As I go through the papers, I’m choosing to shred a lot of the memories, pictures, memorabilia, letters.  It is a period of my life, I really don’t care to remember.  I am keeping some things, though.  I am keeping some of the journals that detail the angst, the issues, the concerns and the abuse.  I’m doing it for legal reasons, just in case.  I am doing it for other reasons also.  I am saving some of these memories of my nightmare, not to go back and rehash and relive the pain,not to open up old wounds and tempt them to bleed again, but as reminders to me to never, ever settle for anything less than very respectful, kind and considerate treatment from a partner.
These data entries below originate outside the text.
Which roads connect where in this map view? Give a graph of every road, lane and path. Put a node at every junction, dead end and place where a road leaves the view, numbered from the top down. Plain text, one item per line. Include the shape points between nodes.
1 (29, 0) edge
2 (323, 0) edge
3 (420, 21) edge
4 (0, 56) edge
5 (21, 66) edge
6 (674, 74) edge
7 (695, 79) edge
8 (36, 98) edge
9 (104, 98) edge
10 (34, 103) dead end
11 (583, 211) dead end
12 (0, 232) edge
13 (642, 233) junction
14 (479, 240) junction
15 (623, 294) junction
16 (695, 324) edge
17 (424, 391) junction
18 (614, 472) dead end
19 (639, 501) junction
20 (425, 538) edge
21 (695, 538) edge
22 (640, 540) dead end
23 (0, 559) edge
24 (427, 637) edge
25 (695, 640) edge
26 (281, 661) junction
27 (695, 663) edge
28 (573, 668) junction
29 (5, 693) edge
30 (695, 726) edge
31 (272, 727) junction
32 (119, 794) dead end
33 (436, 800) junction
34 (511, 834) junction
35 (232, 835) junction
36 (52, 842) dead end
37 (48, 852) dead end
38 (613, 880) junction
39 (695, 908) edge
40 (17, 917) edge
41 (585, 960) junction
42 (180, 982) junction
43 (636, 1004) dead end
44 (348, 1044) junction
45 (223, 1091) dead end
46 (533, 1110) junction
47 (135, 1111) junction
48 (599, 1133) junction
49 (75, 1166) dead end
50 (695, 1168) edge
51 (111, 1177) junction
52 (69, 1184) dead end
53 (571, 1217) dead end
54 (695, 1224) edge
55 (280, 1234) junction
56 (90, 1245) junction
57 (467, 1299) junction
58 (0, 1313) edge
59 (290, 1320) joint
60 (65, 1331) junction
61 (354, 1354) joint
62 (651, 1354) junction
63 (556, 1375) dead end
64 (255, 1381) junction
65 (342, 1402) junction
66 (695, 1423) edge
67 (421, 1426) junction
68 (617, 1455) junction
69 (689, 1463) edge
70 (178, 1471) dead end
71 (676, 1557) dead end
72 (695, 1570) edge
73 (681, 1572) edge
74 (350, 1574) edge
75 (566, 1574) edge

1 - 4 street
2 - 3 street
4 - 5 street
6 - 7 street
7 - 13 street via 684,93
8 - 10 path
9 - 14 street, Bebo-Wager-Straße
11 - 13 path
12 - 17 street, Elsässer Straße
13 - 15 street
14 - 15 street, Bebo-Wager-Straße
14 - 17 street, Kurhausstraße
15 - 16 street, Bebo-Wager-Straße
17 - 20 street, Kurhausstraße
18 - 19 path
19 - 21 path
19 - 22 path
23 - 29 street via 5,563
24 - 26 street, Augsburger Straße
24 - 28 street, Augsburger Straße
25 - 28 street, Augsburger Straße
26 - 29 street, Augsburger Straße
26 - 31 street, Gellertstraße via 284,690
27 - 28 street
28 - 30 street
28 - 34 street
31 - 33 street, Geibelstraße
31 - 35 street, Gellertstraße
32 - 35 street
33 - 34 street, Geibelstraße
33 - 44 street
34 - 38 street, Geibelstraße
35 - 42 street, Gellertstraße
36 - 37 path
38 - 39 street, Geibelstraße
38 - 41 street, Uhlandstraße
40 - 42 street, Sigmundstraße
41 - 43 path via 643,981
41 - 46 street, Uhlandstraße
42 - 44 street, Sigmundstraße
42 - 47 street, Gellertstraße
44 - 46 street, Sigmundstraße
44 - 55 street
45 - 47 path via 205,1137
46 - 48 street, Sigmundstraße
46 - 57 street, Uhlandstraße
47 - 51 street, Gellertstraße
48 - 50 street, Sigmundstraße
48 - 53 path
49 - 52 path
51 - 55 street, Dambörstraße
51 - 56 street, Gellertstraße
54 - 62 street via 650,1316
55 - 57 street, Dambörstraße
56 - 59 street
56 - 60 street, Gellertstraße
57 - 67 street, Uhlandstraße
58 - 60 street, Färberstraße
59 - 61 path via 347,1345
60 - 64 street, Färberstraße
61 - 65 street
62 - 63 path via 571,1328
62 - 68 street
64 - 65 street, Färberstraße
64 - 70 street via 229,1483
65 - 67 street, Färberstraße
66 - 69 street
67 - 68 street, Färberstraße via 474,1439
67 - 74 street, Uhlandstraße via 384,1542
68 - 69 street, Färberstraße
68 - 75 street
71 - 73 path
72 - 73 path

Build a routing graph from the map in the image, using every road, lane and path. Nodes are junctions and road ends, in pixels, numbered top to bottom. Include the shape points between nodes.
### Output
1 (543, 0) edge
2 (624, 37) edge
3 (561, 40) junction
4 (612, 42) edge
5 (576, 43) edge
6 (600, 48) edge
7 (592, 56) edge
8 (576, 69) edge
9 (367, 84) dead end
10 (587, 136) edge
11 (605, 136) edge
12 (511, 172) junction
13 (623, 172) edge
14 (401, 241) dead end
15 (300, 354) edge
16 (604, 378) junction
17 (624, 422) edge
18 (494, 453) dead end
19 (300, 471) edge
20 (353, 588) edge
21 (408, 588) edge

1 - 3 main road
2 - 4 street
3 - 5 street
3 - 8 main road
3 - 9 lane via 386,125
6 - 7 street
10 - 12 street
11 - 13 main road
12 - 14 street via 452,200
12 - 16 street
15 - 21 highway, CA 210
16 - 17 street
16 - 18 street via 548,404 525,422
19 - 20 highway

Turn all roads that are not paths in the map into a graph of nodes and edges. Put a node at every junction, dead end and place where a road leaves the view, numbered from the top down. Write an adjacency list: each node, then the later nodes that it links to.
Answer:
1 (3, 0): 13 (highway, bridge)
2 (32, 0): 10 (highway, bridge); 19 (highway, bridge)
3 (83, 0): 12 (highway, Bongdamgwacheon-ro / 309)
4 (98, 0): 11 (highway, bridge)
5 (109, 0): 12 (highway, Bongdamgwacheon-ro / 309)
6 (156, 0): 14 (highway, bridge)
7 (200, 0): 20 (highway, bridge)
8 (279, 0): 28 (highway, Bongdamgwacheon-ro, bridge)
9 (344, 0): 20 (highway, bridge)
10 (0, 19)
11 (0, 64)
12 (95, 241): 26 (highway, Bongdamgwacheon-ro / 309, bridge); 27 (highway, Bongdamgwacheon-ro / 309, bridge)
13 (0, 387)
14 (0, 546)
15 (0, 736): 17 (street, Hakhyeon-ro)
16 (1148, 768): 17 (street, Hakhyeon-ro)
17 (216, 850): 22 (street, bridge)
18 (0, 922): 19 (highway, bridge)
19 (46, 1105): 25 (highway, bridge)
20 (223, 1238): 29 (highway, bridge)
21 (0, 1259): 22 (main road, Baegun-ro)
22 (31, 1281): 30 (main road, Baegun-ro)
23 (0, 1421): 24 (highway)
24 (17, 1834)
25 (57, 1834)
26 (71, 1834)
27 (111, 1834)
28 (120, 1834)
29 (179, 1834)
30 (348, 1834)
Abuse of any kind is never acceptable.   It serves as a reminder to take care of me and never completely lose myself again.  I now know that if I’m ever in a relationship where I feel I have to justify, legitimize, defend myself, those are signals that I’m probably not in a good relationship.  I now know that if I somehow feel that I am being coerced to change my being in order to sustain the relationship, then I will let the relationsip go.  These small tokens of my past, now taking up only a small amount of space serve as reminders of the promises I now make to myself. They me with a measure of where I was and how much I’ve grown and changed. 

For these reasons I am grateful, not for the pain itself, but for the lessons learned.